SUPPLIED DATA: Begin
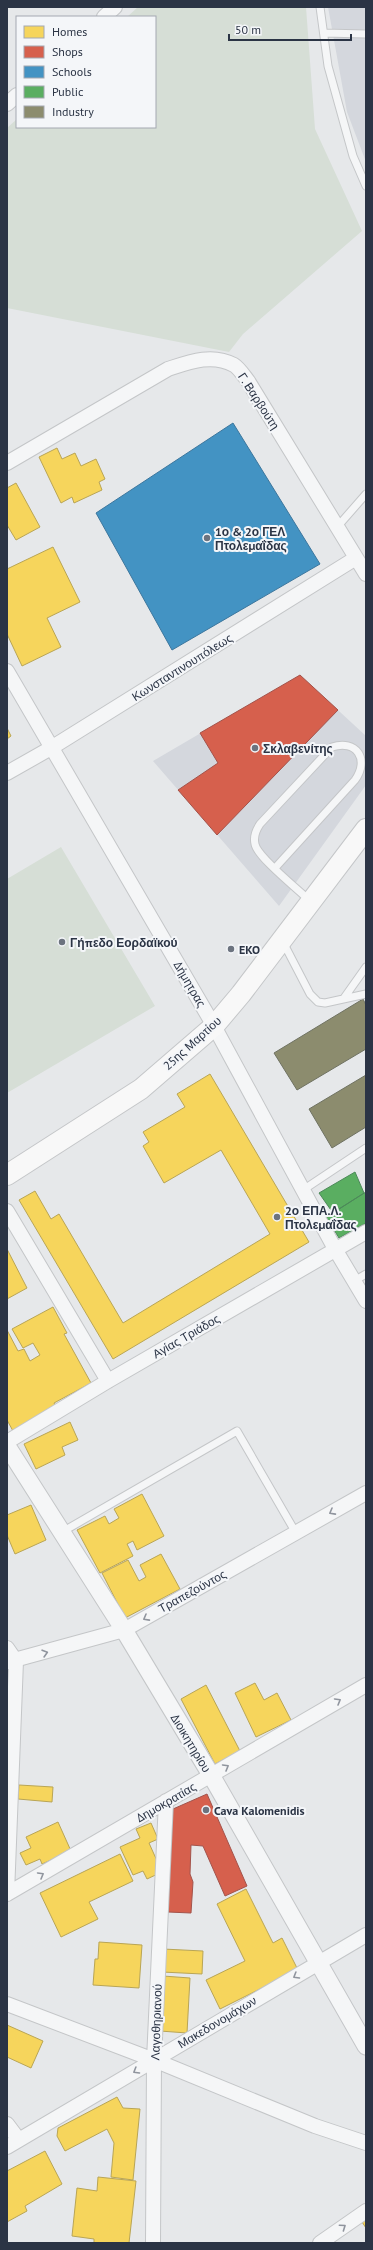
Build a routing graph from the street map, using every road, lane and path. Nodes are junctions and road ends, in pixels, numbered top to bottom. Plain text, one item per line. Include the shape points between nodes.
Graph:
1 (115, 7) edge
2 (320, 7) edge
3 (105, 16) edge
4 (324, 32) junction
5 (366, 34) edge
6 (16, 96) edge
7 (7, 104) edge
8 (366, 186) edge
9 (7, 463) edge
10 (366, 494) edge
11 (338, 526) junction
12 (356, 558) junction
13 (366, 574) edge
14 (7, 671) edge
15 (51, 748) junction
16 (7, 773) edge
17 (366, 829) edge
18 (275, 868) junction
19 (311, 902) junction
20 (282, 940) junction
21 (366, 968) edge
22 (366, 994) edge
23 (344, 998) junction
24 (214, 1026) junction
25 (366, 1148) edge
26 (7, 1175) edge
27 (303, 1190) junction
28 (7, 1211) edge
29 (366, 1232) edge
30 (335, 1249) junction
31 (360, 1278) edge
32 (366, 1301) edge
33 (108, 1381) junction
34 (7, 1442) edge
35 (7, 1446) edge
36 (366, 1493) edge
37 (62, 1532) junction
38 (296, 1533) junction
39 (124, 1630) junction
40 (7, 1648) edge
41 (11, 1662) edge
42 (366, 1685) edge
43 (211, 1775) junction
44 (166, 1801) junction
45 (7, 1894) edge
46 (366, 1935) edge
47 (319, 1962) junction
48 (7, 2004) edge
49 (366, 2046) edge
50 (154, 2060) junction
51 (7, 2124) edge
52 (366, 2142) edge
53 (13, 2144) edge
54 (366, 2211) edge
55 (152, 2243) edge
56 (320, 2243) edge

1 - 3 street
2 - 4 lane
4 - 5 lane
4 - 8 lane via 328,66 353,156
6 - 7 street
9 - 11 street, Γ. Βαρβούτη via 168,369 194,360 217,359 235,365 248,381
10 - 11 lane
11 - 12 street, Γ. Βαρβούτη
12 - 13 street, Γ. Βαρβούτη
12 - 15 street, Κωνσταντινουπόλεως
14 - 15 street, Δήμητρας
15 - 16 street, Κωνσταντινουπόλεως
15 - 24 street, Δήμητρας
17 - 19 main road, 25ης Μαρτίου
18 - 18 lane via 258,852 255,845 255,834 260,824 332,747 343,746 358,752 362,756 362,765 355,780
18 - 19 lane
19 - 20 main road, 25ης Μαρτίου
20 - 23 lane via 314,999 325,1003
20 - 24 main road, 25ης Μαρτίου
21 - 23 lane
22 - 23 lane
24 - 26 main road, 25ης Μαρτίου via 141,1089
24 - 27 street, Δήμητρας
25 - 27 lane
27 - 30 street, Δήμητρας
28 - 33 street
29 - 30 street, Αγίας Τριάδος
30 - 31 street, Δήμητρας
30 - 33 street, Αγίας Τριάδος
31 - 32 street, Δήμητρας
33 - 34 street, Αγίας Τριάδος
35 - 37 street, Διοικητηρίου
36 -> 38 street, Τραπεζούντος
37 - 38 lane via 237,1431
37 - 39 street, Διοικητηρίου
38 -> 39 street, Τραπεζούντος
41 -> 39 street, Τραπεζούντος
39 - 43 street, Διοικητηρίου
40 - 41 street
41 - 45 street
43 -> 42 street, Δημοκρατίας
43 - 44 street, Δημοκρατίας
43 - 47 street, Διοικητηρίου
45 -> 44 street, Δημοκρατίας
44 - 50 street, Λαγοθηριανού
46 - 47 street, Μακεδονομάχων
47 - 49 street, Διοικητηρίου
47 -> 50 street, Μακεδονομάχων
48 - 50 street
50 - 52 street via 315,2126
50 -> 53 street, Μακεδονομάχων
50 - 55 street, Λαγοθηριανού
51 - 53 street
56 -> 54 street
SUPPLIED DATA: End
→ **TASK BRIEF**:
Output the data above in full and exactly, with every image left out.

→ **REPLY**:
Build a routing graph from the street map, using every road, lane and path. Nodes are junctions and road ends, in pixels, numbered top to bottom. Plain text, one item per line. Include the shape points between nodes.
Graph:
1 (115, 7) edge
2 (320, 7) edge
3 (105, 16) edge
4 (324, 32) junction
5 (366, 34) edge
6 (16, 96) edge
7 (7, 104) edge
8 (366, 186) edge
9 (7, 463) edge
10 (366, 494) edge
11 (338, 526) junction
12 (356, 558) junction
13 (366, 574) edge
14 (7, 671) edge
15 (51, 748) junction
16 (7, 773) edge
17 (366, 829) edge
18 (275, 868) junction
19 (311, 902) junction
20 (282, 940) junction
21 (366, 968) edge
22 (366, 994) edge
23 (344, 998) junction
24 (214, 1026) junction
25 (366, 1148) edge
26 (7, 1175) edge
27 (303, 1190) junction
28 (7, 1211) edge
29 (366, 1232) edge
30 (335, 1249) junction
31 (360, 1278) edge
32 (366, 1301) edge
33 (108, 1381) junction
34 (7, 1442) edge
35 (7, 1446) edge
36 (366, 1493) edge
37 (62, 1532) junction
38 (296, 1533) junction
39 (124, 1630) junction
40 (7, 1648) edge
41 (11, 1662) edge
42 (366, 1685) edge
43 (211, 1775) junction
44 (166, 1801) junction
45 (7, 1894) edge
46 (366, 1935) edge
47 (319, 1962) junction
48 (7, 2004) edge
49 (366, 2046) edge
50 (154, 2060) junction
51 (7, 2124) edge
52 (366, 2142) edge
53 (13, 2144) edge
54 (366, 2211) edge
55 (152, 2243) edge
56 (320, 2243) edge

1 - 3 street
2 - 4 lane
4 - 5 lane
4 - 8 lane via 328,66 353,156
6 - 7 street
9 - 11 street, Γ. Βαρβούτη via 168,369 194,360 217,359 235,365 248,381
10 - 11 lane
11 - 12 street, Γ. Βαρβούτη
12 - 13 street, Γ. Βαρβούτη
12 - 15 street, Κωνσταντινουπόλεως
14 - 15 street, Δήμητρας
15 - 16 street, Κωνσταντινουπόλεως
15 - 24 street, Δήμητρας
17 - 19 main road, 25ης Μαρτίου
18 - 18 lane via 258,852 255,845 255,834 260,824 332,747 343,746 358,752 362,756 362,765 355,780
18 - 19 lane
19 - 20 main road, 25ης Μαρτίου
20 - 23 lane via 314,999 325,1003
20 - 24 main road, 25ης Μαρτίου
21 - 23 lane
22 - 23 lane
24 - 26 main road, 25ης Μαρτίου via 141,1089
24 - 27 street, Δήμητρας
25 - 27 lane
27 - 30 street, Δήμητρας
28 - 33 street
29 - 30 street, Αγίας Τριάδος
30 - 31 street, Δήμητρας
30 - 33 street, Αγίας Τριάδος
31 - 32 street, Δήμητρας
33 - 34 street, Αγίας Τριάδος
35 - 37 street, Διοικητηρίου
36 -> 38 street, Τραπεζούντος
37 - 38 lane via 237,1431
37 - 39 street, Διοικητηρίου
38 -> 39 street, Τραπεζούντος
41 -> 39 street, Τραπεζούντος
39 - 43 street, Διοικητηρίου
40 - 41 street
41 - 45 street
43 -> 42 street, Δημοκρατίας
43 - 44 street, Δημοκρατίας
43 - 47 street, Διοικητηρίου
45 -> 44 street, Δημοκρατίας
44 - 50 street, Λαγοθηριανού
46 - 47 street, Μακεδονομάχων
47 - 49 street, Διοικητηρίου
47 -> 50 street, Μακεδονομάχων
48 - 50 street
50 - 52 street via 315,2126
50 -> 53 street, Μακεδονομάχων
50 - 55 street, Λαγοθηριανού
51 - 53 street
56 -> 54 street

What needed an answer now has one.